PERSPECTIVES 2019 : VI. Le rôle des socialistes dans Québec solidaire

Au terme de la campagne électorale de 2018, la colère populaire contre le statu quo ne bénéficiant qu’à l’élite s’est exprimée par un vote enthousiaste aux deux formations politiques principales les plus critiques de ce système: la Coalition Avenir Québec (CAQ) et Québec solidaire (QS). Face au discours de gauche de QS, les chiens de garde du capitalisme ont bien compris qu’on remettait publiquement en question leur système de privilèges. Les Bombardier et Lisée sont même allés jusqu’à brandir, sans succès, l’étendard décrépit de l’anticommunisme pour décrédibiliser QS.

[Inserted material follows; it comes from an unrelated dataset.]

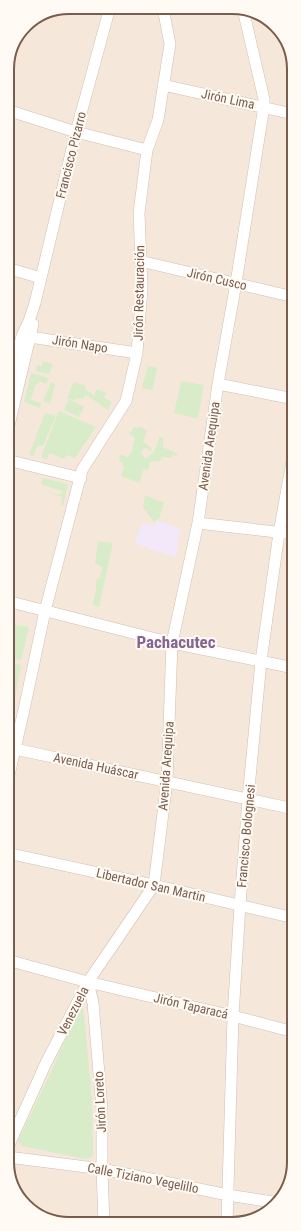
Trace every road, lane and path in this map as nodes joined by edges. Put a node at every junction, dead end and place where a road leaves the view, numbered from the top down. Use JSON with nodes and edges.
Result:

Les travailleurs et les travailleuses ont voté massivement pour la CAQ, partout au Québec. Le discours de « changement » du parti de François Legault a été perçu comme le plus crédible et le plus près des considérations de centaines de milliers de personnes. Quant à eux, les enjeux soulevés par QS ont suscité un intérêt principalement dans la couche de personnes visée par le parti, c’est-à-dire les jeunes des villes.

La nouvelle période politique participe à la conscientisation de larges couches de la population, notamment parmi la jeunesse. La prochaine période présente un potentiel énorme pour le développement des idées et des pratiques socialistes au Québec. Et QS peut être un important vecteur de ce développement. L’arrivée de Gabriel Nadeau-Dubois comme co-porte-parole et député de QS en 2017 a fait bondir le membership du parti de près de 20%, le fixant à 17 000. Au lendemain des élections à l’automne 2018, le membership a grimpé à 24 000 personnes. Ces personnes, en particulier celles provenant de la classe travailleuse, peuvent présenter une forte ouverture aux idées socialistes.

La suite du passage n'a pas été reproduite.